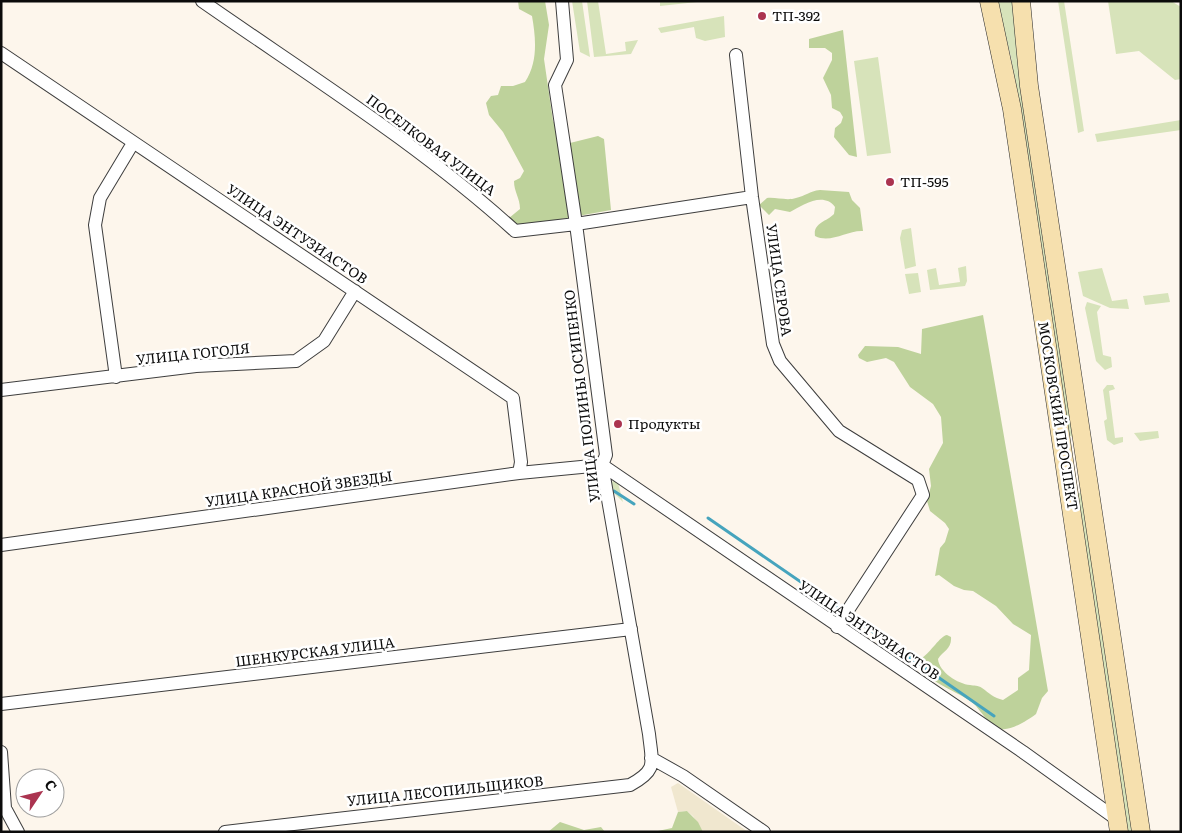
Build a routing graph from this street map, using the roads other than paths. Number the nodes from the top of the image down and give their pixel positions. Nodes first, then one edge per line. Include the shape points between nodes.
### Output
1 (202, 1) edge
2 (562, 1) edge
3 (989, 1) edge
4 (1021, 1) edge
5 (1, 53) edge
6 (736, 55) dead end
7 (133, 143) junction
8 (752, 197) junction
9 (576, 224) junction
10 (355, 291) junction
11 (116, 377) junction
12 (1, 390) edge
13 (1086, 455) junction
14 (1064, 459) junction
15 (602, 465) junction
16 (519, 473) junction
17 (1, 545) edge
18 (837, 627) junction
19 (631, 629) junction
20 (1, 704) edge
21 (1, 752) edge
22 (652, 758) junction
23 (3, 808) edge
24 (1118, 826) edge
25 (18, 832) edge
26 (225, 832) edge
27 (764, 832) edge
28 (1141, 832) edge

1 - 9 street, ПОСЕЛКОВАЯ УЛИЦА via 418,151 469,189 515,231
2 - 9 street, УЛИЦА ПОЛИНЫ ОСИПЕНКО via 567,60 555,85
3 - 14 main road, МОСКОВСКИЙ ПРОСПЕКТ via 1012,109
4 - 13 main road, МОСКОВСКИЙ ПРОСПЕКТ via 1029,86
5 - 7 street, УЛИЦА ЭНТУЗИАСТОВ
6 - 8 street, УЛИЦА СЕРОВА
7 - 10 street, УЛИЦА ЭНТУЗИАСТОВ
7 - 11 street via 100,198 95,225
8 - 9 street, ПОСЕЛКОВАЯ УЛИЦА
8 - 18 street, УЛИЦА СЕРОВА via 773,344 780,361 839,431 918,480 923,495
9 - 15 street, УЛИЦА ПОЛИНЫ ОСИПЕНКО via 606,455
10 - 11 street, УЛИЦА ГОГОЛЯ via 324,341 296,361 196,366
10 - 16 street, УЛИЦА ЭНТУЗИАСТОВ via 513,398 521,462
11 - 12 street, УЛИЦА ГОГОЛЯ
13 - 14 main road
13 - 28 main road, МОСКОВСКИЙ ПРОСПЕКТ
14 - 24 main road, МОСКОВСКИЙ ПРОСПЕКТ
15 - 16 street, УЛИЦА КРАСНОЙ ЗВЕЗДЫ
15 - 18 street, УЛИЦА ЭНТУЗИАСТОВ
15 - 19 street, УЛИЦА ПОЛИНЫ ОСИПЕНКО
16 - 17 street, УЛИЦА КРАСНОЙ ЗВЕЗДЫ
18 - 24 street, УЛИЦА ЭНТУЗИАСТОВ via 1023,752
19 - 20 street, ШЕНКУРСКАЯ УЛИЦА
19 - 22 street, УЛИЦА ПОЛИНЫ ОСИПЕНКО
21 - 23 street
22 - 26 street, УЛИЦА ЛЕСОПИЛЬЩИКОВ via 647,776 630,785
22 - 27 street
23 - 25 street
┄┄┄┄┄┄
- **WHAT IS NEEDED**
Omit the pictures, and quote the material above exactly as given.

- **RESPONSE TO THE EXERCISE**
Build a routing graph from this street map, using the roads other than paths. Number the nodes from the top of the image down and give their pixel positions. Nodes first, then one edge per line. Include the shape points between nodes.
### Output
1 (202, 1) edge
2 (562, 1) edge
3 (989, 1) edge
4 (1021, 1) edge
5 (1, 53) edge
6 (736, 55) dead end
7 (133, 143) junction
8 (752, 197) junction
9 (576, 224) junction
10 (355, 291) junction
11 (116, 377) junction
12 (1, 390) edge
13 (1086, 455) junction
14 (1064, 459) junction
15 (602, 465) junction
16 (519, 473) junction
17 (1, 545) edge
18 (837, 627) junction
19 (631, 629) junction
20 (1, 704) edge
21 (1, 752) edge
22 (652, 758) junction
23 (3, 808) edge
24 (1118, 826) edge
25 (18, 832) edge
26 (225, 832) edge
27 (764, 832) edge
28 (1141, 832) edge

1 - 9 street, ПОСЕЛКОВАЯ УЛИЦА via 418,151 469,189 515,231
2 - 9 street, УЛИЦА ПОЛИНЫ ОСИПЕНКО via 567,60 555,85
3 - 14 main road, МОСКОВСКИЙ ПРОСПЕКТ via 1012,109
4 - 13 main road, МОСКОВСКИЙ ПРОСПЕКТ via 1029,86
5 - 7 street, УЛИЦА ЭНТУЗИАСТОВ
6 - 8 street, УЛИЦА СЕРОВА
7 - 10 street, УЛИЦА ЭНТУЗИАСТОВ
7 - 11 street via 100,198 95,225
8 - 9 street, ПОСЕЛКОВАЯ УЛИЦА
8 - 18 street, УЛИЦА СЕРОВА via 773,344 780,361 839,431 918,480 923,495
9 - 15 street, УЛИЦА ПОЛИНЫ ОСИПЕНКО via 606,455
10 - 11 street, УЛИЦА ГОГОЛЯ via 324,341 296,361 196,366
10 - 16 street, УЛИЦА ЭНТУЗИАСТОВ via 513,398 521,462
11 - 12 street, УЛИЦА ГОГОЛЯ
13 - 14 main road
13 - 28 main road, МОСКОВСКИЙ ПРОСПЕКТ
14 - 24 main road, МОСКОВСКИЙ ПРОСПЕКТ
15 - 16 street, УЛИЦА КРАСНОЙ ЗВЕЗДЫ
15 - 18 street, УЛИЦА ЭНТУЗИАСТОВ
15 - 19 street, УЛИЦА ПОЛИНЫ ОСИПЕНКО
16 - 17 street, УЛИЦА КРАСНОЙ ЗВЕЗДЫ
18 - 24 street, УЛИЦА ЭНТУЗИАСТОВ via 1023,752
19 - 20 street, ШЕНКУРСКАЯ УЛИЦА
19 - 22 street, УЛИЦА ПОЛИНЫ ОСИПЕНКО
21 - 23 street
22 - 26 street, УЛИЦА ЛЕСОПИЛЬЩИКОВ via 647,776 630,785
22 - 27 street
23 - 25 street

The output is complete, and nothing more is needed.